(RECORDS FOR THIS TASK):
----

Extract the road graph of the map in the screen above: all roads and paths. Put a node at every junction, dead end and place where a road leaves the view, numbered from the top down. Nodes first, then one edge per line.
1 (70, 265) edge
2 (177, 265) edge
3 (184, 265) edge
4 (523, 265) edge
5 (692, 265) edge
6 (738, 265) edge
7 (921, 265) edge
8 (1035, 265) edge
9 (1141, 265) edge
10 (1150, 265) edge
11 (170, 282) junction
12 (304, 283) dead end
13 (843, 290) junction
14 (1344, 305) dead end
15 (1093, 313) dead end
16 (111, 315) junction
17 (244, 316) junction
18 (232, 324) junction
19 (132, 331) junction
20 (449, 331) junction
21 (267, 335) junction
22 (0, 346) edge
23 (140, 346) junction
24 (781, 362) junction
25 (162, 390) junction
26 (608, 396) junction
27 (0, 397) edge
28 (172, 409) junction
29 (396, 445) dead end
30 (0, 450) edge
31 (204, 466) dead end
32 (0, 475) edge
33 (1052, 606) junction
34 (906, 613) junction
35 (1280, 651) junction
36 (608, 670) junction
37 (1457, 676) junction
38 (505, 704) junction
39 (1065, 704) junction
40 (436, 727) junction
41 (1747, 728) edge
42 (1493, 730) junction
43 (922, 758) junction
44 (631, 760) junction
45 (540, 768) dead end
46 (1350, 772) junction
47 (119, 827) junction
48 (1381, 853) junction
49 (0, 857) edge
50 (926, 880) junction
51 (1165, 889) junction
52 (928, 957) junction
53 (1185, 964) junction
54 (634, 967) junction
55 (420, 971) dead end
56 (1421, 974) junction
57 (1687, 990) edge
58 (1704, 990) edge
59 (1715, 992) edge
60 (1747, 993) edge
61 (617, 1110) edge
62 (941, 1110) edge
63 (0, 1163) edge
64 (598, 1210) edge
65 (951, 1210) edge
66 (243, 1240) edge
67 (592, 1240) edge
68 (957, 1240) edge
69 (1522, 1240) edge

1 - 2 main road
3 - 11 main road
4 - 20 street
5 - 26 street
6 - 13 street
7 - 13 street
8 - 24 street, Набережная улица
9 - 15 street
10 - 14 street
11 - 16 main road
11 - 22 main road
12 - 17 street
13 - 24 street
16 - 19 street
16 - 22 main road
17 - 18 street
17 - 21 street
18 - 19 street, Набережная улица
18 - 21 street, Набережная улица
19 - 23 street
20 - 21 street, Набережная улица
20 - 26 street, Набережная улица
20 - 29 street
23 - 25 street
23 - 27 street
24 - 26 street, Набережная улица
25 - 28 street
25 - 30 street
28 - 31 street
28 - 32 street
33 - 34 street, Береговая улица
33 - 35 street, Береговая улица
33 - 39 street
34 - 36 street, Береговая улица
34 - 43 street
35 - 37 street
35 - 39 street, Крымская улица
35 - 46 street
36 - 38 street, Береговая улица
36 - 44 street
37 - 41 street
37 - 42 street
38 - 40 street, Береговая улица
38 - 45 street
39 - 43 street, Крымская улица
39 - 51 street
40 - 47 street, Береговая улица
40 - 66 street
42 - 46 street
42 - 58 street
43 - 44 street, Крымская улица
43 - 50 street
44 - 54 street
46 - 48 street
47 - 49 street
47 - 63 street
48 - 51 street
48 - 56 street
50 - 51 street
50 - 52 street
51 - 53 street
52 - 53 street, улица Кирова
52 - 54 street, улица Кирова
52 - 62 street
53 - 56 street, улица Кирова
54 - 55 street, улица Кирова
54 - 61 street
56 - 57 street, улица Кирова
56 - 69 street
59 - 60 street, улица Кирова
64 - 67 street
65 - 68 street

----

(EXERCISE AIM):
Exactly as they appear above, print all the entries.

(YOUR SOLUTION):
Extract the road graph of the map in the screen above: all roads and paths. Put a node at every junction, dead end and place where a road leaves the view, numbered from the top down. Nodes first, then one edge per line.
1 (70, 265) edge
2 (177, 265) edge
3 (184, 265) edge
4 (523, 265) edge
5 (692, 265) edge
6 (738, 265) edge
7 (921, 265) edge
8 (1035, 265) edge
9 (1141, 265) edge
10 (1150, 265) edge
11 (170, 282) junction
12 (304, 283) dead end
13 (843, 290) junction
14 (1344, 305) dead end
15 (1093, 313) dead end
16 (111, 315) junction
17 (244, 316) junction
18 (232, 324) junction
19 (132, 331) junction
20 (449, 331) junction
21 (267, 335) junction
22 (0, 346) edge
23 (140, 346) junction
24 (781, 362) junction
25 (162, 390) junction
26 (608, 396) junction
27 (0, 397) edge
28 (172, 409) junction
29 (396, 445) dead end
30 (0, 450) edge
31 (204, 466) dead end
32 (0, 475) edge
33 (1052, 606) junction
34 (906, 613) junction
35 (1280, 651) junction
36 (608, 670) junction
37 (1457, 676) junction
38 (505, 704) junction
39 (1065, 704) junction
40 (436, 727) junction
41 (1747, 728) edge
42 (1493, 730) junction
43 (922, 758) junction
44 (631, 760) junction
45 (540, 768) dead end
46 (1350, 772) junction
47 (119, 827) junction
48 (1381, 853) junction
49 (0, 857) edge
50 (926, 880) junction
51 (1165, 889) junction
52 (928, 957) junction
53 (1185, 964) junction
54 (634, 967) junction
55 (420, 971) dead end
56 (1421, 974) junction
57 (1687, 990) edge
58 (1704, 990) edge
59 (1715, 992) edge
60 (1747, 993) edge
61 (617, 1110) edge
62 (941, 1110) edge
63 (0, 1163) edge
64 (598, 1210) edge
65 (951, 1210) edge
66 (243, 1240) edge
67 (592, 1240) edge
68 (957, 1240) edge
69 (1522, 1240) edge

1 - 2 main road
3 - 11 main road
4 - 20 street
5 - 26 street
6 - 13 street
7 - 13 street
8 - 24 street, Набережная улица
9 - 15 street
10 - 14 street
11 - 16 main road
11 - 22 main road
12 - 17 street
13 - 24 street
16 - 19 street
16 - 22 main road
17 - 18 street
17 - 21 street
18 - 19 street, Набережная улица
18 - 21 street, Набережная улица
19 - 23 street
20 - 21 street, Набережная улица
20 - 26 street, Набережная улица
20 - 29 street
23 - 25 street
23 - 27 street
24 - 26 street, Набережная улица
25 - 28 street
25 - 30 street
28 - 31 street
28 - 32 street
33 - 34 street, Береговая улица
33 - 35 street, Береговая улица
33 - 39 street
34 - 36 street, Береговая улица
34 - 43 street
35 - 37 street
35 - 39 street, Крымская улица
35 - 46 street
36 - 38 street, Береговая улица
36 - 44 street
37 - 41 street
37 - 42 street
38 - 40 street, Береговая улица
38 - 45 street
39 - 43 street, Крымская улица
39 - 51 street
40 - 47 street, Береговая улица
40 - 66 street
42 - 46 street
42 - 58 street
43 - 44 street, Крымская улица
43 - 50 street
44 - 54 street
46 - 48 street
47 - 49 street
47 - 63 street
48 - 51 street
48 - 56 street
50 - 51 street
50 - 52 street
51 - 53 street
52 - 53 street, улица Кирова
52 - 54 street, улица Кирова
52 - 62 street
53 - 56 street, улица Кирова
54 - 55 street, улица Кирова
54 - 61 street
56 - 57 street, улица Кирова
56 - 69 street
59 - 60 street, улица Кирова
64 - 67 street
65 - 68 street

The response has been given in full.